My plan also proposes reinvigorating the Office of Economic Development so that it serves local businesses with tools they need to find capital and technical assistance, with attention to removing barriers for new entrepreneurs from low-income communities, BIPOC communities and the LGBTQ+ community. Artists are often small business-owners themselves who need to keep their books, pay their employees, and file their taxes. Providing technical and small business assistance for artists and culture workers is one way to ensure they are part of shared prosperity possible in Seattle.

Artists also need spaces to call home where they can create, collaborate, and plan. Art spaces have been some of the first casualties of our affordability challenges and we have lost too many. We need to preserve our existing spaces and identify currently underutilized spaces that could be used for our arts community. Theater Off Jackson is an example of a space that needs to be preserved; it’s in a historic neighborhood for people of color and currently serves as a space where BIPOC theater, queer theater, body positive theater, and burlesque can run.
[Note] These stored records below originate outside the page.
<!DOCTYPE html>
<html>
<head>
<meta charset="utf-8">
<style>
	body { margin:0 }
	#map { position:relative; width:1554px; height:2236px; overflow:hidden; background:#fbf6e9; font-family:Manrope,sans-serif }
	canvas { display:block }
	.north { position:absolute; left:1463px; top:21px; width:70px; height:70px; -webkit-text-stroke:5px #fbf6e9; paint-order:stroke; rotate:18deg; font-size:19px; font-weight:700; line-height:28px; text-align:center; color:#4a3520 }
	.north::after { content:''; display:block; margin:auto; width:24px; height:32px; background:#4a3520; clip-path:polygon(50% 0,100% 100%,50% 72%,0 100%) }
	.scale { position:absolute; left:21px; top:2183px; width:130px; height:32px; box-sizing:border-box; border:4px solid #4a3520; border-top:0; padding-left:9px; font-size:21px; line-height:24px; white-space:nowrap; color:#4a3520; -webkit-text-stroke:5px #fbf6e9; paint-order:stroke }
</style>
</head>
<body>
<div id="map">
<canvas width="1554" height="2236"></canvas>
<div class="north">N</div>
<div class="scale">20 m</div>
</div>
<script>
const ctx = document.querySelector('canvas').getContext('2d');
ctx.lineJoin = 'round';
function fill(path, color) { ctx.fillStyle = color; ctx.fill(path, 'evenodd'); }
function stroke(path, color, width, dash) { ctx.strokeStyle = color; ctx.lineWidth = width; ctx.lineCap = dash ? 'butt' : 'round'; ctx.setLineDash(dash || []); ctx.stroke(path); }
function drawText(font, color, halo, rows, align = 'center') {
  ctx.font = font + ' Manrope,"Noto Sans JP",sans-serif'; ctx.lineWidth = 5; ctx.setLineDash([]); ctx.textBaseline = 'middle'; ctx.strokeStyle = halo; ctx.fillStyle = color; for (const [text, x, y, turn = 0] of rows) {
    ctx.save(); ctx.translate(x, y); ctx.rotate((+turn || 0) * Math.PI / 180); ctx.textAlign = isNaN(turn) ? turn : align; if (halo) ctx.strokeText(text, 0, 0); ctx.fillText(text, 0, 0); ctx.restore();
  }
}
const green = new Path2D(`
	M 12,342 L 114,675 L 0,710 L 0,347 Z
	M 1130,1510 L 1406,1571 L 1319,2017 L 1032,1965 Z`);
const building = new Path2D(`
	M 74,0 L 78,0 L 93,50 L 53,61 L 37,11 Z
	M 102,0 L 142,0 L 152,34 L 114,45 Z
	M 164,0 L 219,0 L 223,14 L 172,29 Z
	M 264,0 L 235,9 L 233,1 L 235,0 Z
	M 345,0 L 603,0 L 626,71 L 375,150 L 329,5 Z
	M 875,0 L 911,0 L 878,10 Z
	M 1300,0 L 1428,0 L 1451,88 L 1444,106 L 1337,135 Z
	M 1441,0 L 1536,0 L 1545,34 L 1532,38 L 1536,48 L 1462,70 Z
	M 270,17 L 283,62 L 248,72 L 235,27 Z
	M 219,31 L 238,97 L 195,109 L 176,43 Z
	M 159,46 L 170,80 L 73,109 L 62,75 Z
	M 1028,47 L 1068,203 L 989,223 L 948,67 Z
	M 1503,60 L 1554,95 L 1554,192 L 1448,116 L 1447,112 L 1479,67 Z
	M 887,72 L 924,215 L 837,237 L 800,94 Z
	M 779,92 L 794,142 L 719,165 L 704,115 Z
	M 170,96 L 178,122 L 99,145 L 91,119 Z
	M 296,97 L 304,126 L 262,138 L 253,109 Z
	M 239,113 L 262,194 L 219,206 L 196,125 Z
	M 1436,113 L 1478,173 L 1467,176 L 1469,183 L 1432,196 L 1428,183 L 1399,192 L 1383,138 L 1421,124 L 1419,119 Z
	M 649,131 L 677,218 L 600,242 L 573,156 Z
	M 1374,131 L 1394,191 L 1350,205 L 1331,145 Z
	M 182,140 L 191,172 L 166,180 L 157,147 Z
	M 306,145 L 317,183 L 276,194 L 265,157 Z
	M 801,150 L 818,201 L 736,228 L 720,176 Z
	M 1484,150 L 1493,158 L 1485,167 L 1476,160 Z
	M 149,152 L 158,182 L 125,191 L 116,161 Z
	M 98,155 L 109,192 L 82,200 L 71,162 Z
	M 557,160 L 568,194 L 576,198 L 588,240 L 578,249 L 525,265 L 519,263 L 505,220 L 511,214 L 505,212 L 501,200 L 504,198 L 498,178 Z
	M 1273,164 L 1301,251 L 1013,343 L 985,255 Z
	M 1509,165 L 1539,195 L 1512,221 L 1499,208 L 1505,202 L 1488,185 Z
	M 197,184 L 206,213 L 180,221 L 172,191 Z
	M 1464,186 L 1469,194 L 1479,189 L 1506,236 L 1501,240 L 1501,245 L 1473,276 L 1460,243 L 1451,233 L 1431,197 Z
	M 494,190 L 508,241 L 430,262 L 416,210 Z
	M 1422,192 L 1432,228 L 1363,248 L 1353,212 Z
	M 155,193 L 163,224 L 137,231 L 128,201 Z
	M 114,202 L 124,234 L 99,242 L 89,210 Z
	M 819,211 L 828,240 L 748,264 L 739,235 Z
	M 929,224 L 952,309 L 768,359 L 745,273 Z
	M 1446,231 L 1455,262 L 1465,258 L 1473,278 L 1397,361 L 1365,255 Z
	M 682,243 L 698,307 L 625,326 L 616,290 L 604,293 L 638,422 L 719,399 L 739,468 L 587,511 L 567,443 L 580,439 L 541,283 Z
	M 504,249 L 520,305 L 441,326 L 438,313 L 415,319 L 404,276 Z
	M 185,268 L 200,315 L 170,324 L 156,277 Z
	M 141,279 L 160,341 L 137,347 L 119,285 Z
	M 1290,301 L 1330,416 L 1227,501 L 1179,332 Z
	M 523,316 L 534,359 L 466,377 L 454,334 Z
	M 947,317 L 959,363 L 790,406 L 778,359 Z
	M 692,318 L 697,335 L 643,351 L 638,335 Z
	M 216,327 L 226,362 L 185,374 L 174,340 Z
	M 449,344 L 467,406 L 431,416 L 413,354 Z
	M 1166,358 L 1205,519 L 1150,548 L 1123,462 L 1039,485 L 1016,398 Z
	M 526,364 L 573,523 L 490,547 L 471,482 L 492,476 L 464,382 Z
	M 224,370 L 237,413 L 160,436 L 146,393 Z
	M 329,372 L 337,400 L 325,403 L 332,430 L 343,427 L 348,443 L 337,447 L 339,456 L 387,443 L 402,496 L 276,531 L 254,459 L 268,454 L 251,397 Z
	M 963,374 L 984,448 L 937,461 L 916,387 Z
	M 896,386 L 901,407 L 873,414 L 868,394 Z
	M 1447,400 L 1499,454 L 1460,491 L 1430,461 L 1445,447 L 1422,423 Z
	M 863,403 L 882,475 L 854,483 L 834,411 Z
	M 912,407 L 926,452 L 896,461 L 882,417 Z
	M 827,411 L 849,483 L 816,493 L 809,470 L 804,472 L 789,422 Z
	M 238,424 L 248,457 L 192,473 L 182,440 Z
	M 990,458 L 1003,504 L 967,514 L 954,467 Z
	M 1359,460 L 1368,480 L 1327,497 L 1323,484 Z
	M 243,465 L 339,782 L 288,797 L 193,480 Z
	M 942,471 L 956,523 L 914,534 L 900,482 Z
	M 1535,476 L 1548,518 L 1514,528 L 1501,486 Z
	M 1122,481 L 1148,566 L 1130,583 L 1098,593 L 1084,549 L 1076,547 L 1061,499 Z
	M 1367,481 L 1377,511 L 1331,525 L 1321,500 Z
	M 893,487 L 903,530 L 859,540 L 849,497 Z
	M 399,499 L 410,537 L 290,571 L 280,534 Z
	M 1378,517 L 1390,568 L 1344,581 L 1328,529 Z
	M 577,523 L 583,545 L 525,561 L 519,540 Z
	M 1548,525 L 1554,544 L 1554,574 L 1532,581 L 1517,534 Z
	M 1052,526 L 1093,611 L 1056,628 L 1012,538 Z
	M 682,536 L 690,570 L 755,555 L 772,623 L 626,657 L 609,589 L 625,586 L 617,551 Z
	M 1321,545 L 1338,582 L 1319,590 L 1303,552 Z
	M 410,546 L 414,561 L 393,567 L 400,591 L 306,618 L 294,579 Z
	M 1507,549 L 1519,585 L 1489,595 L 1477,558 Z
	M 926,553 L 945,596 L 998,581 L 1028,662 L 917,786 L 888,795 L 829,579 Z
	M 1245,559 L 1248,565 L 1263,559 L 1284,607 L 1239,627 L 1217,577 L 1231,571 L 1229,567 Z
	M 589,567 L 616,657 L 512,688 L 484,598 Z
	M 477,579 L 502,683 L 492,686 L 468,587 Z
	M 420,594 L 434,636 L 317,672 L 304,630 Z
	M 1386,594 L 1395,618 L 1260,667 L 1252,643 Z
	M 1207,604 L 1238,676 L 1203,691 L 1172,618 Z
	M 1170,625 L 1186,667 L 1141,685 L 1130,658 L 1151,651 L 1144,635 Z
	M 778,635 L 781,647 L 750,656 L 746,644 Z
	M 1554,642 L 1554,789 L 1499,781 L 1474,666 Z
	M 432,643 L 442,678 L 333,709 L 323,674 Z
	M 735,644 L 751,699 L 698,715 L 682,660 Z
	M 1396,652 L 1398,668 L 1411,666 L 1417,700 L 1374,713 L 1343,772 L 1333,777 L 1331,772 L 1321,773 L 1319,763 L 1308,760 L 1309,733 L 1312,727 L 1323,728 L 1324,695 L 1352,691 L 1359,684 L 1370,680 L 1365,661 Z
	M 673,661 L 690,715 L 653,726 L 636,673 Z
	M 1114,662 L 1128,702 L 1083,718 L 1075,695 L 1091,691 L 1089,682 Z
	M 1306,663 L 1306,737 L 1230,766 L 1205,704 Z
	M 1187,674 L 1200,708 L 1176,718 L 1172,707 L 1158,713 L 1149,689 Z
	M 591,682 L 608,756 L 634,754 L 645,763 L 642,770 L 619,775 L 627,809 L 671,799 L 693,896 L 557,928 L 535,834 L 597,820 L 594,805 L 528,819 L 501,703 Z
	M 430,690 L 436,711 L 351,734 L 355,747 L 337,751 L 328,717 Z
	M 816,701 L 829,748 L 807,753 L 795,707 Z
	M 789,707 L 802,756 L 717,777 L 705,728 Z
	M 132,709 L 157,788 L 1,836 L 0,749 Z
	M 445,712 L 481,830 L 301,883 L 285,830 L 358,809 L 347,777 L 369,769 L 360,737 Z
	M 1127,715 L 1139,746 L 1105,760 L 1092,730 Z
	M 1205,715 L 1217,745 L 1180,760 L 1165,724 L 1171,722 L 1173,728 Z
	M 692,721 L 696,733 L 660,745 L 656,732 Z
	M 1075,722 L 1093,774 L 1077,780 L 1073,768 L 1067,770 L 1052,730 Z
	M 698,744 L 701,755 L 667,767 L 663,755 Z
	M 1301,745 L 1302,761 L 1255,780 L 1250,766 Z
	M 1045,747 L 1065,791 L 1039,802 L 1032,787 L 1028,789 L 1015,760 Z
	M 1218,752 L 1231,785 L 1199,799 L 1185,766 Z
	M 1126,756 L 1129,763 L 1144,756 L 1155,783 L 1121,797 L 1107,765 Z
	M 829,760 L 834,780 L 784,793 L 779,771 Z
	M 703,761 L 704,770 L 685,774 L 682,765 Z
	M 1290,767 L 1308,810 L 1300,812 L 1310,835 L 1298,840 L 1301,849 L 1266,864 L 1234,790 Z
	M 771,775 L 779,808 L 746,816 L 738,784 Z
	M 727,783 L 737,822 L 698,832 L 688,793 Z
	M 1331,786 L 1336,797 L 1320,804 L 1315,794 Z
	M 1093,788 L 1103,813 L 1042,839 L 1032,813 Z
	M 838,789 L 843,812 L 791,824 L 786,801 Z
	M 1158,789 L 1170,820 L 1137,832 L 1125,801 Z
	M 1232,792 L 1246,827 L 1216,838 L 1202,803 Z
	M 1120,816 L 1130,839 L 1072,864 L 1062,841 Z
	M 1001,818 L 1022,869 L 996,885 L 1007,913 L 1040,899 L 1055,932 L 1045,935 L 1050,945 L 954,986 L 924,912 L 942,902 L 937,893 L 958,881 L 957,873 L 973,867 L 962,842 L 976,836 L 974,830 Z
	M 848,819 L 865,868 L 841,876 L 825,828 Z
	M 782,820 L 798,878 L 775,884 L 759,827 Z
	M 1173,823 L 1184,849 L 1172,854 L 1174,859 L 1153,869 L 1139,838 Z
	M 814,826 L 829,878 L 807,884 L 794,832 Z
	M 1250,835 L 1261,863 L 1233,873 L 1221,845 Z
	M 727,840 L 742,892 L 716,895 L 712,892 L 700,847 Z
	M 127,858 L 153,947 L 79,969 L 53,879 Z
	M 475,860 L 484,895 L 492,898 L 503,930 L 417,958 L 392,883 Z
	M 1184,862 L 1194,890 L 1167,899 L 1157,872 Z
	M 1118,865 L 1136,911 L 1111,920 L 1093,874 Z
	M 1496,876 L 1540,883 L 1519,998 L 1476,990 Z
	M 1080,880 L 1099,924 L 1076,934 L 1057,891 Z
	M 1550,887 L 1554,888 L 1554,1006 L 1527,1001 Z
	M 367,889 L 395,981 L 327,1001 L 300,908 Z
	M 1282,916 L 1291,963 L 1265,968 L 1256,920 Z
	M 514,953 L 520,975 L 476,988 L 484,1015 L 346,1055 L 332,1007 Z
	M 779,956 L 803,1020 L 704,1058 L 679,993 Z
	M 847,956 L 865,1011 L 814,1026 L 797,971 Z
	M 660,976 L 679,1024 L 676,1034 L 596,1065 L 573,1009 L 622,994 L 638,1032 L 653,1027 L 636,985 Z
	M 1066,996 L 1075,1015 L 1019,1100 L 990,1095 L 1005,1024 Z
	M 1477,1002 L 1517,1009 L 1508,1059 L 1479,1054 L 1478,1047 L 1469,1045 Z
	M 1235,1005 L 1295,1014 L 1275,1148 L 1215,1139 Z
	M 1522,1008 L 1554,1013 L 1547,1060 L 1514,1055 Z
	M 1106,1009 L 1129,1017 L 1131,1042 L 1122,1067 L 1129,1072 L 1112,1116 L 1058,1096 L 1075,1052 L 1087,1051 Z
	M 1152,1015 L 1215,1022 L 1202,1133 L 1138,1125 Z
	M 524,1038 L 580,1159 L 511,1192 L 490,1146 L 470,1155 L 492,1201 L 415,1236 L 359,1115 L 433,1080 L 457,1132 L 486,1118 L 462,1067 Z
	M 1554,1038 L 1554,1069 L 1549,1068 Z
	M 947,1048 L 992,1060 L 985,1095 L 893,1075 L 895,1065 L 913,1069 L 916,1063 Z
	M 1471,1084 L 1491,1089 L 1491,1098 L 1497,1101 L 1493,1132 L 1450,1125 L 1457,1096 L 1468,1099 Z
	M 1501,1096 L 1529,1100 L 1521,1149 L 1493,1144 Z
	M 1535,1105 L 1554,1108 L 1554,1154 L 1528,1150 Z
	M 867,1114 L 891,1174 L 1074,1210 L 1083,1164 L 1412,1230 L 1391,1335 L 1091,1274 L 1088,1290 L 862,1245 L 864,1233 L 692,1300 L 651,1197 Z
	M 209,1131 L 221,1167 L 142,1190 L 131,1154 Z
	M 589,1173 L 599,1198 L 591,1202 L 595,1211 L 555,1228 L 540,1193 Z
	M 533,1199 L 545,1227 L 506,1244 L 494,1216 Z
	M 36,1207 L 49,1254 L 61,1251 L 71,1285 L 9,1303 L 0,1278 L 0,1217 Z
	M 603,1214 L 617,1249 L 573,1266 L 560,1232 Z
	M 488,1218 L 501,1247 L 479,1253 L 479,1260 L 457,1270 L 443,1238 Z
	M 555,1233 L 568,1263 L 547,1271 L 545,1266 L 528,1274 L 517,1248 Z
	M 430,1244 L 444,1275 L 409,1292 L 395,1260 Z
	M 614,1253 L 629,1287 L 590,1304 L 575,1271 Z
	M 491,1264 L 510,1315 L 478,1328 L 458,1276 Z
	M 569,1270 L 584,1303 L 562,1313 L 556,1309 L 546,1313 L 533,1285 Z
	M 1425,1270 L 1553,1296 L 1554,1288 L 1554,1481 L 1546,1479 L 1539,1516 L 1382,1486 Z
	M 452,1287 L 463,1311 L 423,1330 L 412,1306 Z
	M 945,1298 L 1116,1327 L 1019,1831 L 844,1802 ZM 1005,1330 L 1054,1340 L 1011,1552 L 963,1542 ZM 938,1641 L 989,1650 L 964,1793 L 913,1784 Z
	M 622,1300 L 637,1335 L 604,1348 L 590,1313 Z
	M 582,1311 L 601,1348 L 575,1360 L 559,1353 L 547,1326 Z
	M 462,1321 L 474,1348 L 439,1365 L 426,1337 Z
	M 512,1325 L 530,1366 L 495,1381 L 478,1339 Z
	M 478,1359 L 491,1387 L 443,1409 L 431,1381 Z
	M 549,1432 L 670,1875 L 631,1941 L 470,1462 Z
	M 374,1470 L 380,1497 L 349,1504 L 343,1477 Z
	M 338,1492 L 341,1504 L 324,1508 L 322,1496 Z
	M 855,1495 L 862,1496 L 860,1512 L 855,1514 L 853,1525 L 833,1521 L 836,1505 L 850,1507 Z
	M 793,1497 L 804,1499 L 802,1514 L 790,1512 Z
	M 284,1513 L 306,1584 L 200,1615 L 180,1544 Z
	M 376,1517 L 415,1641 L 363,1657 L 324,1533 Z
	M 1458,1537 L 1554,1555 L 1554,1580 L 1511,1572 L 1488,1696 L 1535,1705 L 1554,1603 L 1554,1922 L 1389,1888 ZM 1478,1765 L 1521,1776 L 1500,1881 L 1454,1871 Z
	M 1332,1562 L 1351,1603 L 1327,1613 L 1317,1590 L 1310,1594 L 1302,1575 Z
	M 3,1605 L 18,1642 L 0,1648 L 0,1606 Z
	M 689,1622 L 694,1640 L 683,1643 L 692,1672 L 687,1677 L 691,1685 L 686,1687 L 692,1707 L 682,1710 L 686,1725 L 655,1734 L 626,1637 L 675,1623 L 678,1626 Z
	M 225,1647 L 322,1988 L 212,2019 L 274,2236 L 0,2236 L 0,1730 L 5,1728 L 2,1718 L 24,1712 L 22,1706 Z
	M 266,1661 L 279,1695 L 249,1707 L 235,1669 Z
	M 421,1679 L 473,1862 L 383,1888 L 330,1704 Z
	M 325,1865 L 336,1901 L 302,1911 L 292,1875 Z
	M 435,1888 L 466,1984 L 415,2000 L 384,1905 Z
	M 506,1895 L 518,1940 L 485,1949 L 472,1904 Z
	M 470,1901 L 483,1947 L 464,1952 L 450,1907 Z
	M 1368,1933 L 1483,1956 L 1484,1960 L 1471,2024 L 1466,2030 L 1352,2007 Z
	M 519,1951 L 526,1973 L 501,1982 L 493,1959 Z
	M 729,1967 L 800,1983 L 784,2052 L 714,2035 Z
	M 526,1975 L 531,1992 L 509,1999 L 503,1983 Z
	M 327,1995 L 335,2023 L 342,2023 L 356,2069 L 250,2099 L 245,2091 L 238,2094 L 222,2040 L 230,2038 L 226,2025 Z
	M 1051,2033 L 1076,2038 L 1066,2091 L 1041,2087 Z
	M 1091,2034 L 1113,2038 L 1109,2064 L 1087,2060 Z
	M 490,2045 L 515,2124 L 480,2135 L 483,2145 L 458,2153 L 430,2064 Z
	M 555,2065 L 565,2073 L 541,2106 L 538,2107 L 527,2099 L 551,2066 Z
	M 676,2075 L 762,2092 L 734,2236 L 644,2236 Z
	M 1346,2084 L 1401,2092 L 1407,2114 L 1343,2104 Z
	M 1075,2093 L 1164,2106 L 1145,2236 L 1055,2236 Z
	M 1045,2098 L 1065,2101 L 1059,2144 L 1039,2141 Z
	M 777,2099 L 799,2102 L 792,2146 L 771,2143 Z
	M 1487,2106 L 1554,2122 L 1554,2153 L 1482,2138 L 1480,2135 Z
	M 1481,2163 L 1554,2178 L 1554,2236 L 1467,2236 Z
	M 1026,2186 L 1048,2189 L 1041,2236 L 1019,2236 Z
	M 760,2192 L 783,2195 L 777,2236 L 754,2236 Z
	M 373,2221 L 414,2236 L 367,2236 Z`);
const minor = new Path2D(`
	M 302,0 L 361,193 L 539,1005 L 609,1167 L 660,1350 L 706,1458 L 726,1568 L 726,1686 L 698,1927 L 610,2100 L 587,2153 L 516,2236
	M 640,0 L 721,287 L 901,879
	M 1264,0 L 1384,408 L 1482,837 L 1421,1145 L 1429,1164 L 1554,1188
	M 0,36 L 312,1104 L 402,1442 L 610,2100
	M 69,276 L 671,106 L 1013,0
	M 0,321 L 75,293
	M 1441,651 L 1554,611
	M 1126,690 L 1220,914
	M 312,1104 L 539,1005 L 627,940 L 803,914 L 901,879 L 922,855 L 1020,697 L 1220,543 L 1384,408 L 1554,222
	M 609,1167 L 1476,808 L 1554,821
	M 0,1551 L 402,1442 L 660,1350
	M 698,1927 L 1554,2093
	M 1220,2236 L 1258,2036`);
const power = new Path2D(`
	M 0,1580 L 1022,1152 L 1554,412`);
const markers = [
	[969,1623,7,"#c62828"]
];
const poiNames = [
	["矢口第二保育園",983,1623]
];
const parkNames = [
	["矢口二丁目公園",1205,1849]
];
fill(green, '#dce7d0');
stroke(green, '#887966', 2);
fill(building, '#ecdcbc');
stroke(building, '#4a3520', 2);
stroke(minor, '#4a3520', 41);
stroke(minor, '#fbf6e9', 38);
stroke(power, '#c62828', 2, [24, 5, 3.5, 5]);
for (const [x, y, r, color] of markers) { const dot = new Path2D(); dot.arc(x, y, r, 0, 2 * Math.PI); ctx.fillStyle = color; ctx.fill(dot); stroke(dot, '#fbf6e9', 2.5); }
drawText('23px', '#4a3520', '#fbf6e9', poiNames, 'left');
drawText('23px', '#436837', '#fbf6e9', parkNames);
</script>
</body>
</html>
Recognizing the rich contributions that arts and culture makes to our community should also be recognized by designating neighborhoods that are arts and culture hubs as arts districts, which will help with placemaking and economic revitalization. As we continue to build affordable housing, we can, and should, incentivize development of co-located housing and arts and culture spaces for permanent places where ideas and art can grow, incubate, and flourish.